Tuesday, May 8, 2012

The cat's out of the bag

So pretty much the whole town knows now.  I knew it would happen sooner or later.  I'm still anxious about it.  I'm not sure I'll ever not be anxious. 

Gene's been eager to tell since I peed on the stick.  We of course told our families first, and the few close friends that knew about our struggles. I convinced Gene to wait to tell others, including JJ.  After our first OB appointment, I felt like we were over a larger part of the hurdle, so I agreed we could tell JJ.  I also didn't want to keep the secret anymore.

We knew at that point that people would start to hear about it.  Immediately a few more close friends found out.  At that point, I decided I wouldn't deny it, but I wasn't going to brag about it.  I'm really a shy person.  I don't like attention drawn to myself.  I'm not going to blab it out in general conversation.

Last night we were hanging out with more friends.  (The circles get bigger the further you go from the core.  This was the outer rim group).  Us ladies were talking about lady things, lady parts and such, and those monthly things we endure.  The one friend nodded at me like she wanted to say something, but wanted my approval first.  I agreed and she made a subtle comment that I wouldn't have to worry for a few months about all that stuff. 

It was well received and lots of questions were asked. It felt ok to have people know, but I'm still worried.  And, I don't like being the center of attention, so its always awkward for me to have people fawn over me. 

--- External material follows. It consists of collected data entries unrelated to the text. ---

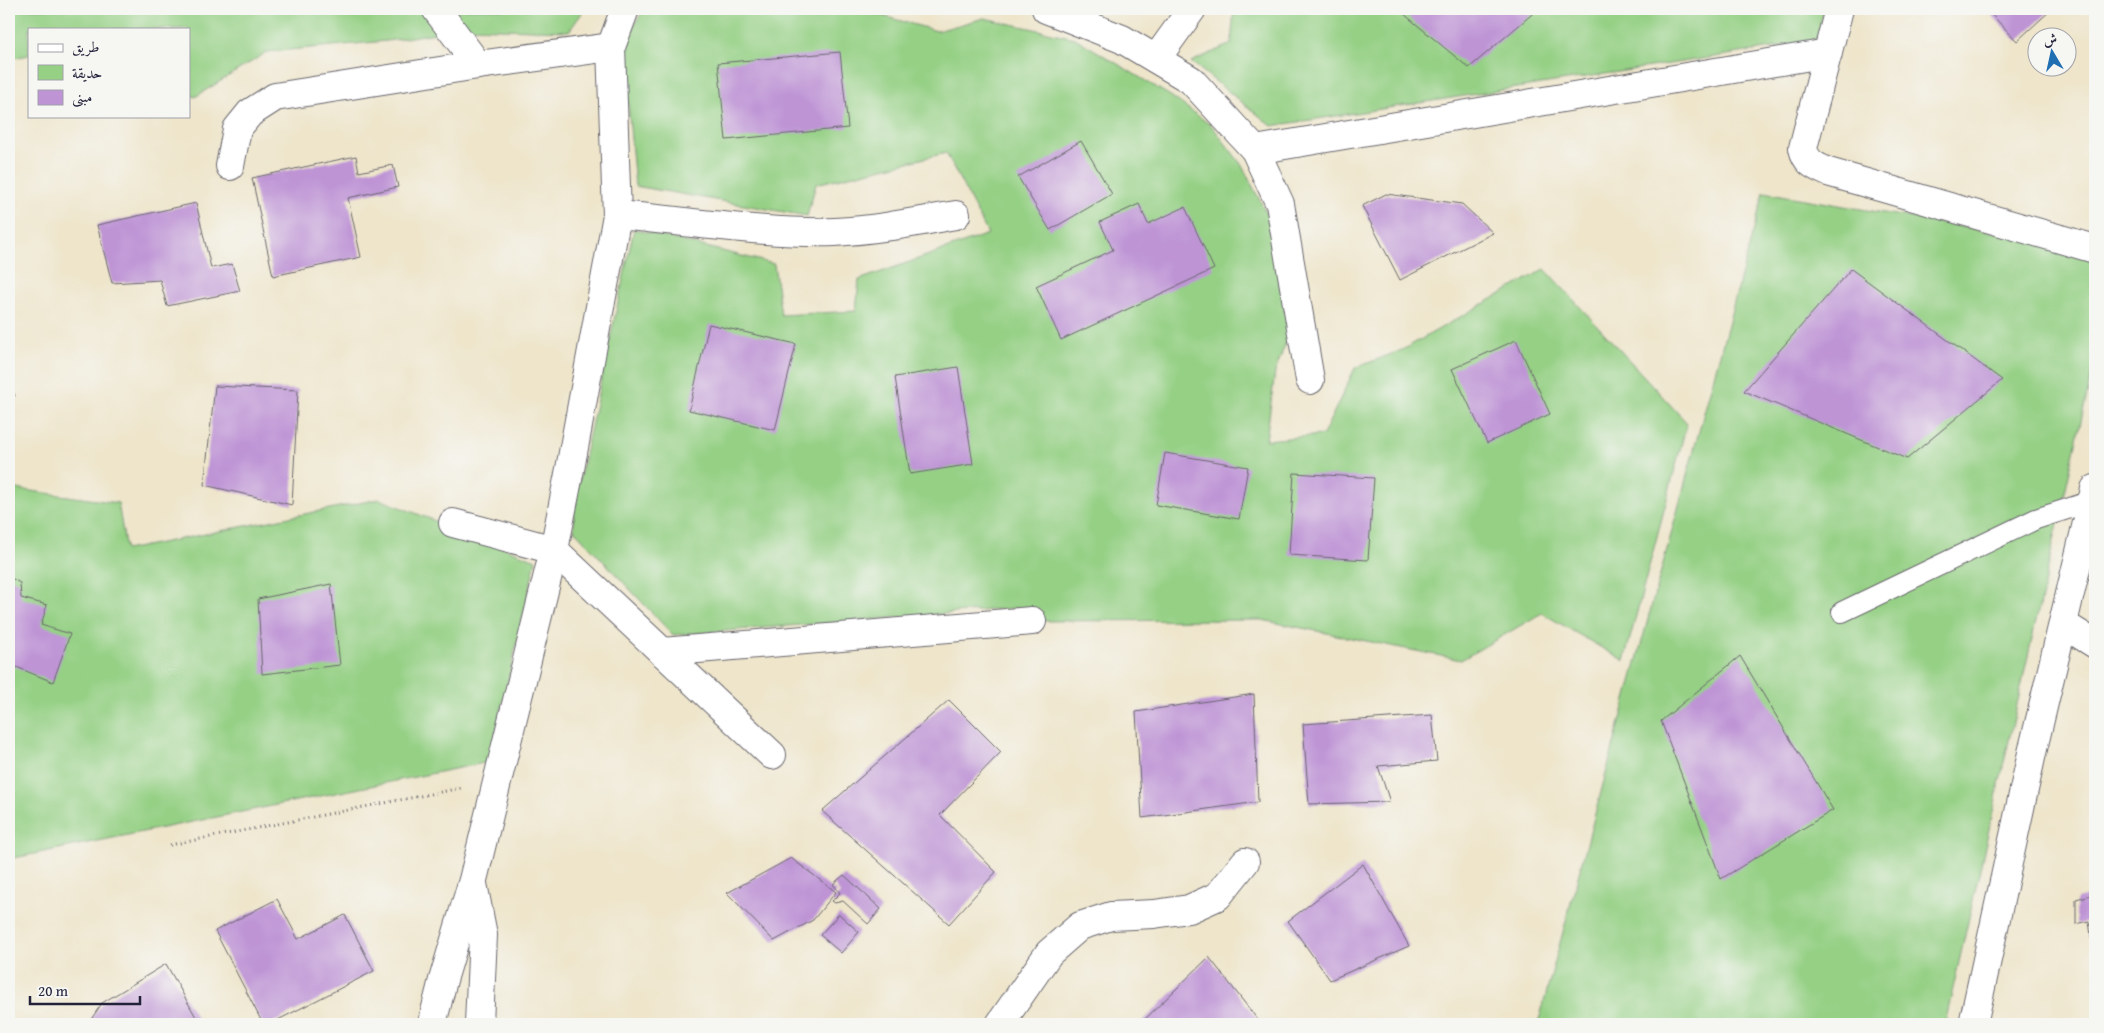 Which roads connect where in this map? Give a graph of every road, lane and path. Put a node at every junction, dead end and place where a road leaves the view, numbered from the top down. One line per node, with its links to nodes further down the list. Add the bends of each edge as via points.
1 (436, 9): 9 (street)
2 (625, 9): 6 (street)
3 (1046, 9): 8 (street, via 1122,39)
4 (1192, 9): 8 (street)
5 (1839, 9): 7 (street)
6 (611, 48): 9 (street); 12 (street)
7 (1828, 53): 10 (street); 14 (street, via 1803,148 1811,164 1828,172)
8 (1156, 59): 10 (street, via 1191,80)
9 (478, 65): 11 (street, via 275,97 250,113 236,129)
10 (1256, 150): 15 (street, via 1280,204)
11 (230, 166)
12 (617, 215): 13 (street, via 773,230 834,232); 18 (street)
13 (956, 215)
14 (2095, 249)
15 (1310, 380)
16 (2094, 495): 19 (lane, via 2036,519); 21 (street)
17 (453, 524): 18 (street)
18 (554, 550): 23 (street); 25 (street)
19 (1842, 612)
20 (1032, 621): 23 (street)
21 (2063, 624): 22 (street); 32 (street)
22 (2095, 644)
23 (662, 652): 24 (street)
24 (772, 755)
25 (497, 781): 26 (path); 28 (street)
26 (170, 846)
27 (1245, 862): 31 (street, via 1218,896 1189,909 1111,916 1080,926 1049,952)
28 (473, 880): 29 (street); 30 (street, via 483,935)
29 (432, 1024)
30 (479, 1024)
31 (1000, 1024)
32 (1972, 1024) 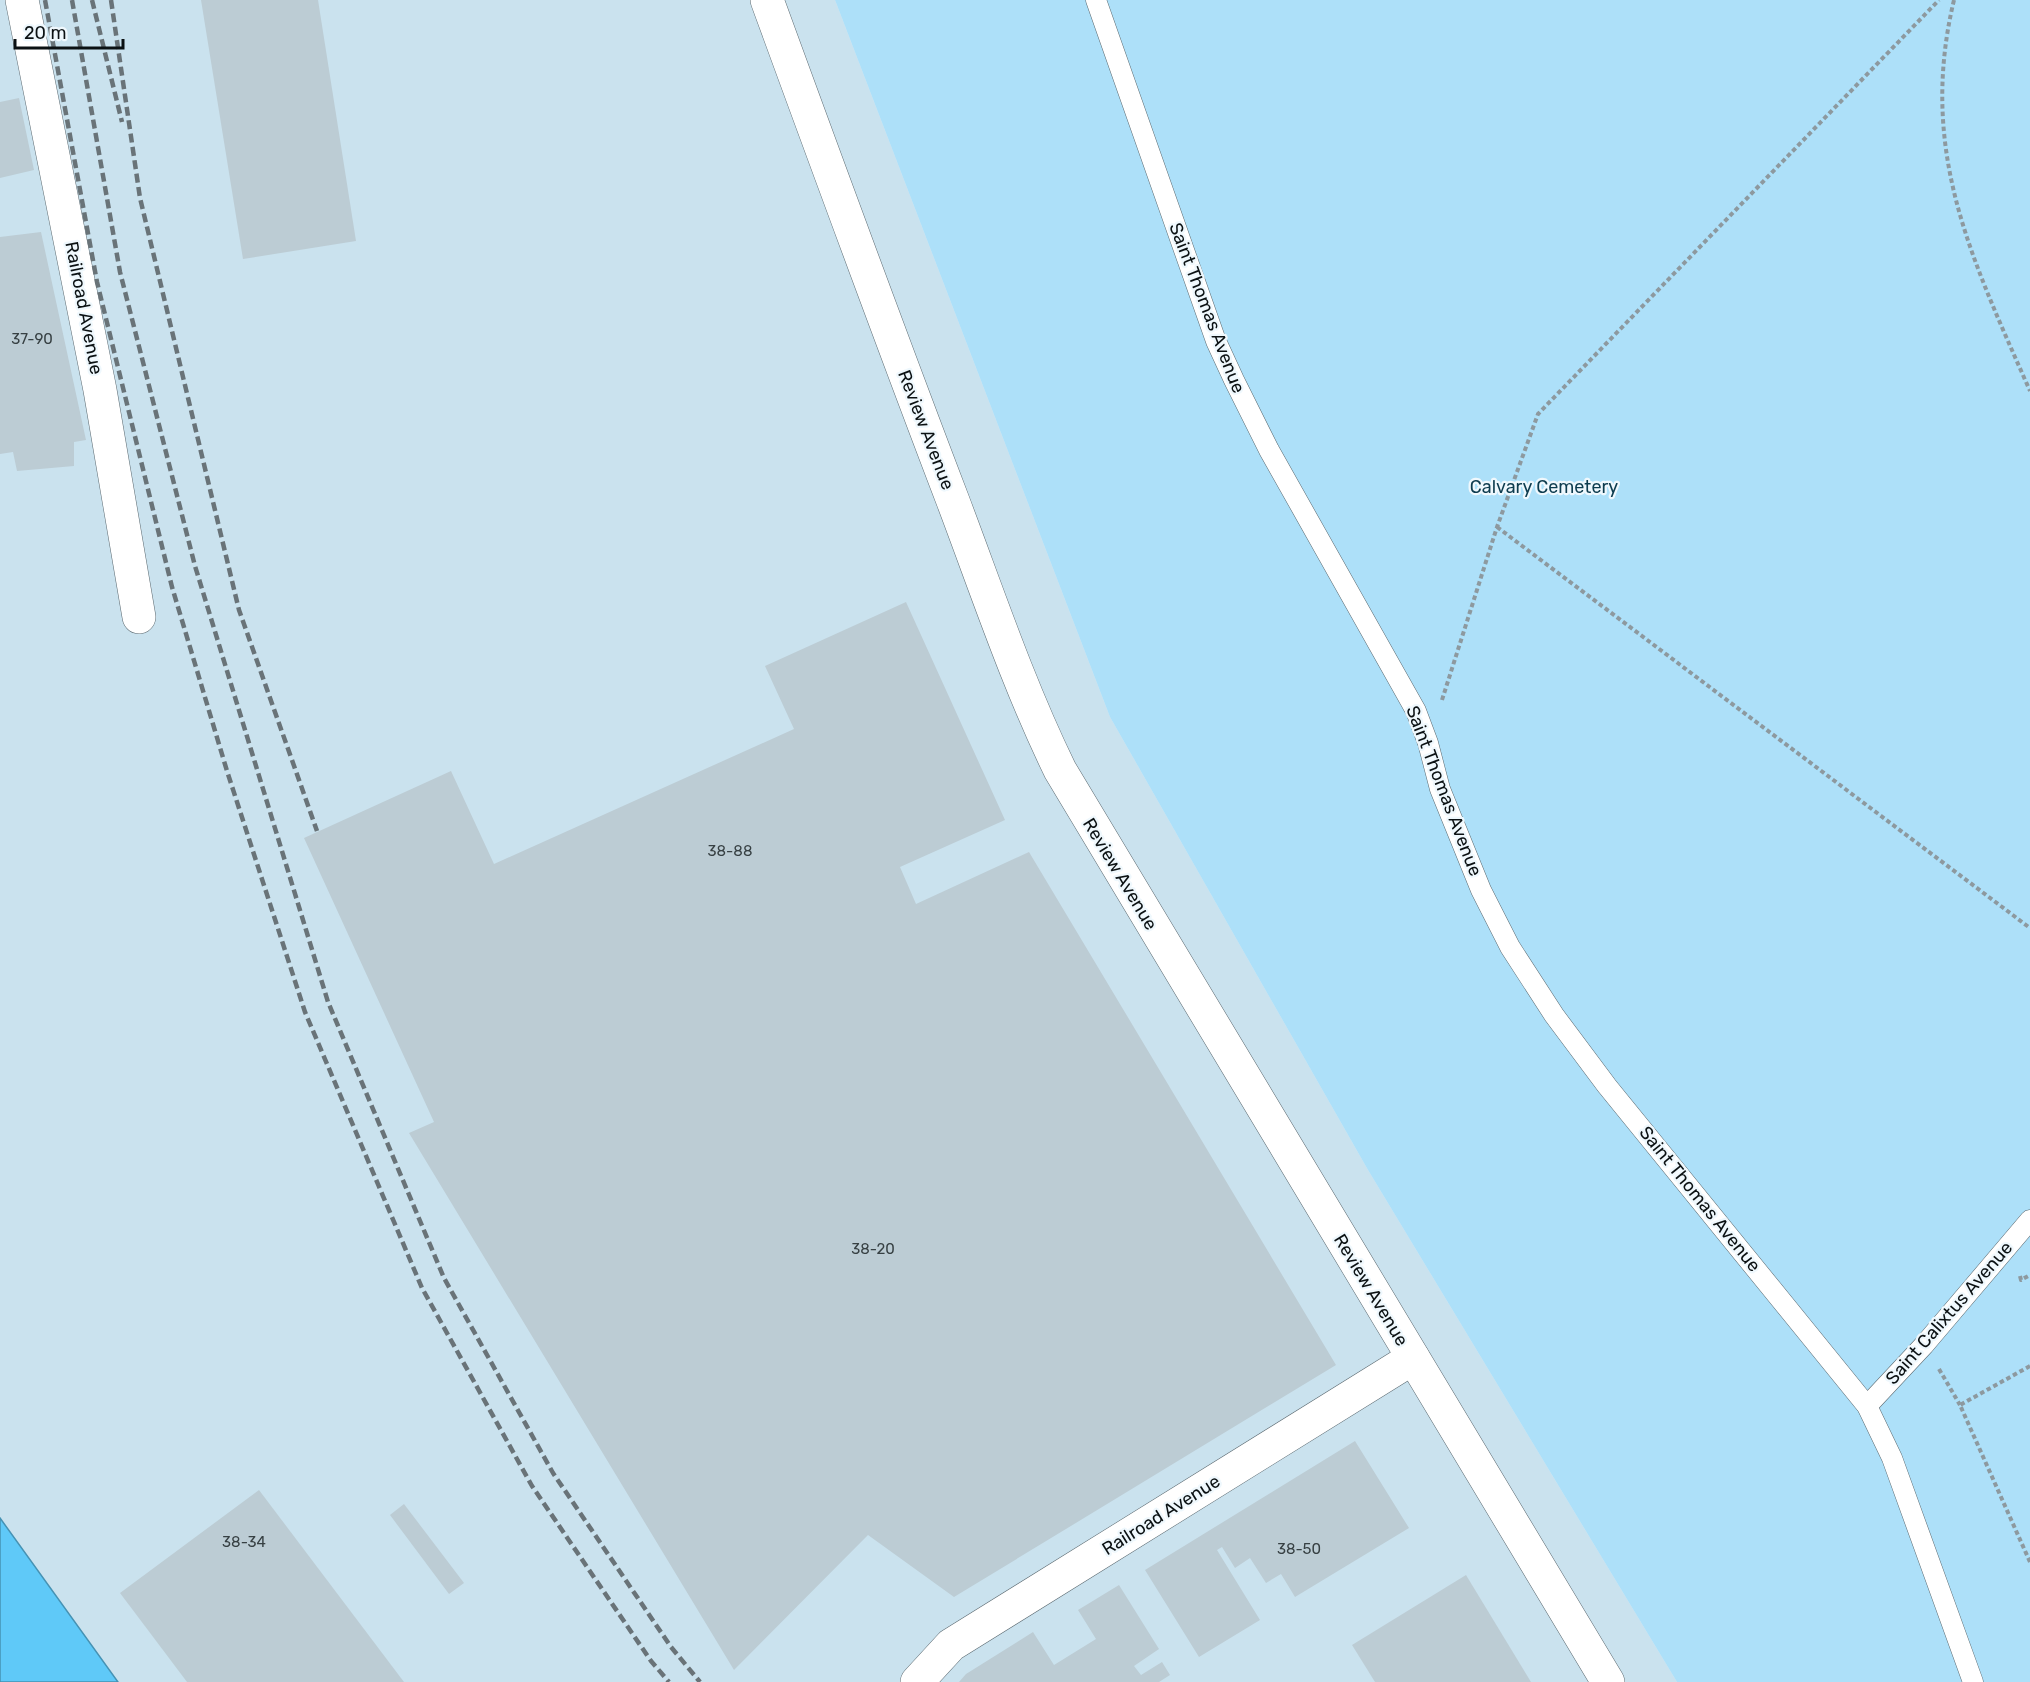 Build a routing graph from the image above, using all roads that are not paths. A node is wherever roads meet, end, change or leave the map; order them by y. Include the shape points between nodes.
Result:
1 (22, 0) edge
2 (767, 0) edge
3 (1096, 0) edge
4 (139, 617) dead end
5 (2030, 1220) edge
6 (1413, 1358) junction
7 (1868, 1406) junction
8 (917, 1682) edge
9 (1608, 1682) edge
10 (1973, 1682) edge

1 - 4 main road, Railroad Avenue via 100,390
2 - 6 main road, Review Avenue via 864,268 1046,741 1076,801
3 - 7 lane, Saint Thomas Avenue via 1229,370 1264,441 1416,711 1440,789 1510,947 1554,1015 1615,1095
5 - 7 lane, Saint Calixtus Avenue
6 - 8 main road, Railroad Avenue via 951,1645
6 - 9 main road, Review Avenue
7 - 10 lane, Saint Thomas Avenue via 1892,1458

The one mom told me her kids had been asking her if I was ok.  I found it odd that they could pick up on it.  I've had several other people tell me as well that I've appeared different.  I don't think I've changed.  Well, besides my expanding tummy, which got its first pat last night.  (Thanks for patting my bloat man!)  I've heard I have that glow.  I think that's really just the sunburn from soccer. 

Gene has told me I laugh a lot more.  He thinks its cute to watch me watch a comedy on tv.  I guess deep down inside I am happy.  I just have that tough outer layer of anxiety that only I can feel.

I can't wait for Friday.  I am eager to see how much Olive has changed in the three weeks since we've seen each other. I hope the days go by fast.  I have a lot to keep me busy over the next few days, so I'm thinking they might.